> **REQUIRED WORK**
In the following material, identify every line holding the string "dead" and return it.

╭─ PROVIDED RECORDS

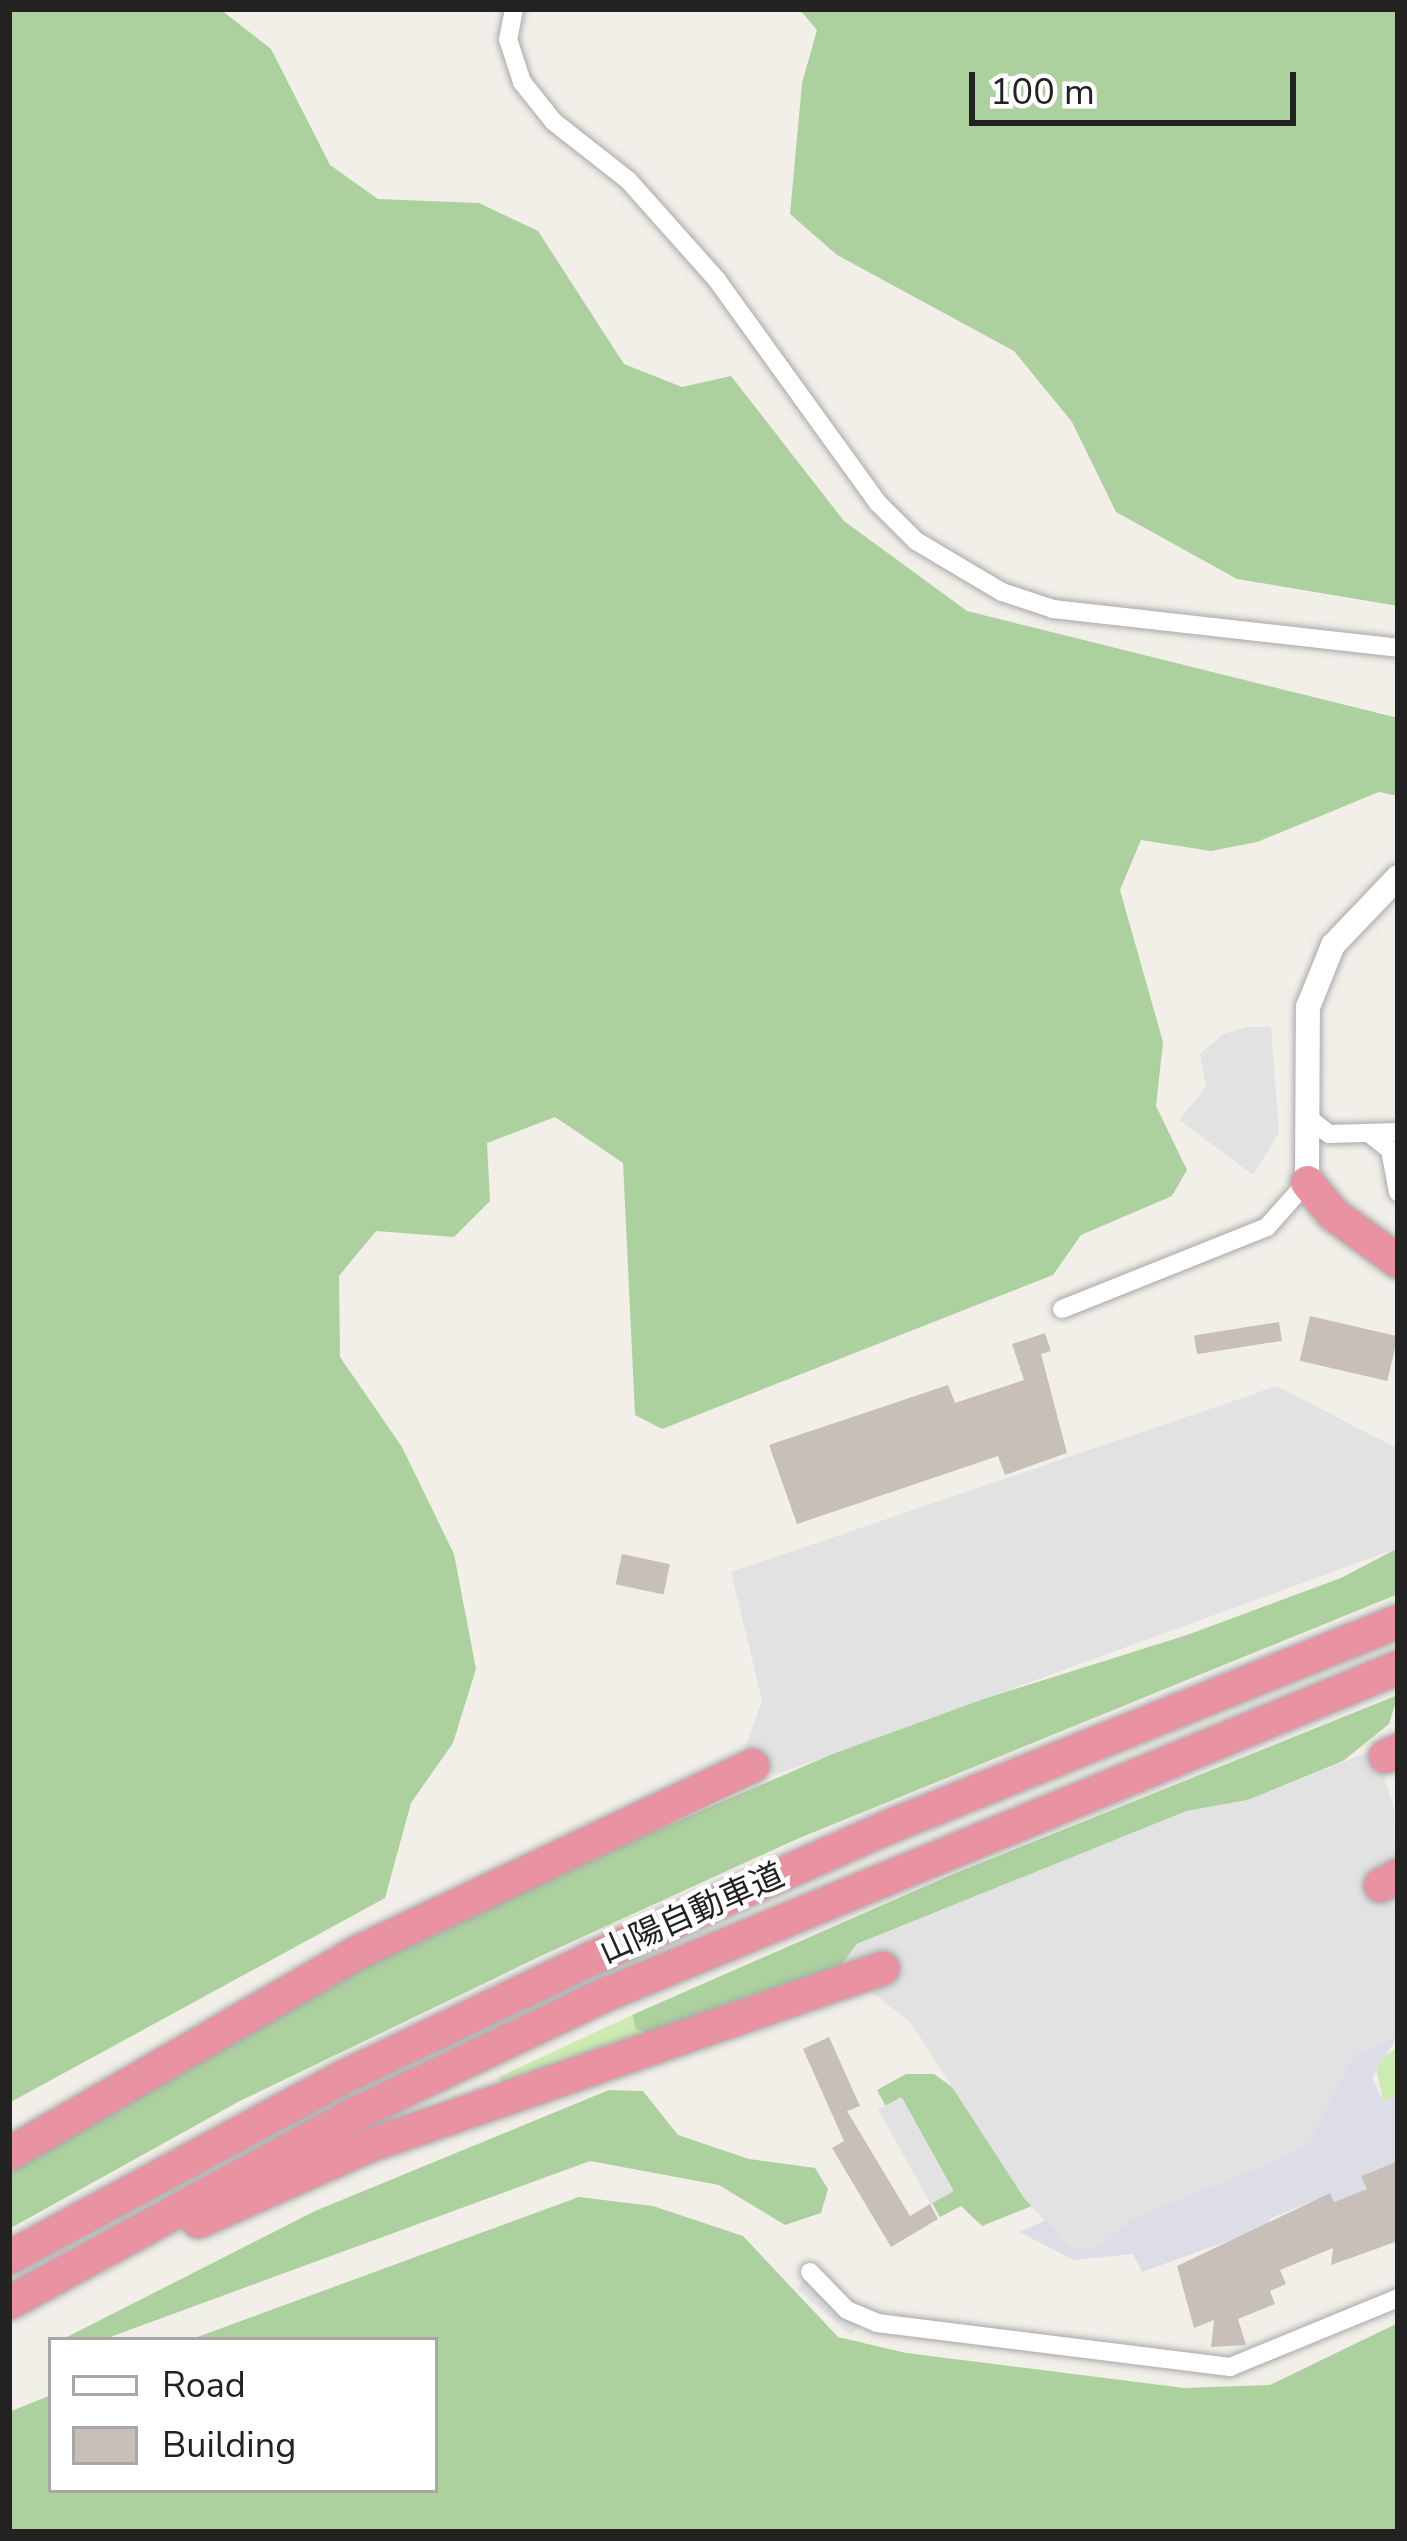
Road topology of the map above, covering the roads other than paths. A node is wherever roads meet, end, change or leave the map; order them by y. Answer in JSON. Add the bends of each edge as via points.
{"nodes":[{"id":1,"x":514,"y":9,"type":"edge"},
{"id":2,"x":1398,"y":648,"type":"edge"},
{"id":3,"x":1398,"y":877,"type":"edge"},
{"id":4,"x":1306,"y":1117,"type":"junction"},
{"id":5,"x":1398,"y":1132,"type":"edge"},
{"id":6,"x":1371,"y":1135,"type":"junction"},
{"id":7,"x":1306,"y":1182,"type":"junction"},
{"id":8,"x":1398,"y":1192,"type":"edge"},
{"id":9,"x":1398,"y":1247,"type":"edge"},
{"id":10,"x":1398,"y":1261,"type":"edge"},
{"id":11,"x":1062,"y":1309,"type":"dead end"},
{"id":12,"x":1398,"y":1621,"type":"edge"},
{"id":13,"x":1398,"y":1667,"type":"edge"},
{"id":14,"x":752,"y":1765,"type":"dead end"},
{"id":15,"x":882,"y":1968,"type":"dead end"},
{"id":16,"x":9,"y":2152,"type":"edge"},
{"id":17,"x":9,"y":2257,"type":"edge"},
{"id":18,"x":810,"y":2272,"type":"dead end"},
{"id":19,"x":1398,"y":2298,"type":"edge"},
{"id":20,"x":9,"y":2302,"type":"edge"},
{"id":21,"x":9,"y":2321,"type":"edge"}],
"edges":[{"from":1,"to":2,"type":"street","via":[[508,39],[522,82],[554,122],[628,181],[717,280],[878,502],[916,541],[1002,592],[1053,609]]},
{"from":3,"to":4,"type":"street","via":[[1360,909],[1321,974],[1303,1044]]},
{"from":4,"to":6,"type":"street","via":[[1329,1134]]},
{"from":4,"to":7,"type":"street"},
{"from":5,"to":6,"type":"street"},
{"from":6,"to":8,"type":"street","via":[[1390,1150]]},
{"from":7,"to":9,"type":"highway"},
{"from":7,"to":10,"type":"highway","via":[[1332,1213]]},
{"from":7,"to":11,"type":"street","via":[[1267,1227]]},
{"from":12,"to":17,"type":"highway","name":"山陽自動車道","via":[[892,1825],[589,1959],[342,2077]]},
{"from":13,"to":20,"type":"highway","name":"山陽自動車道","via":[[608,1993],[358,2112]]},
{"from":14,"to":16,"type":"highway","via":[[357,1952]]},
{"from":15,"to":21,"type":"highway","via":[[369,2145],[268,2187]]},
{"from":18,"to":19,"type":"street","via":[[847,2310],[877,2323],[1230,2367]]}]}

╰─

> **EXERCISE ANSWER**
{"id":11,"x":1062,"y":1309,"type":"dead end"},
{"id":14,"x":752,"y":1765,"type":"dead end"},
{"id":15,"x":882,"y":1968,"type":"dead end"},
{"id":18,"x":810,"y":2272,"type":"dead end"},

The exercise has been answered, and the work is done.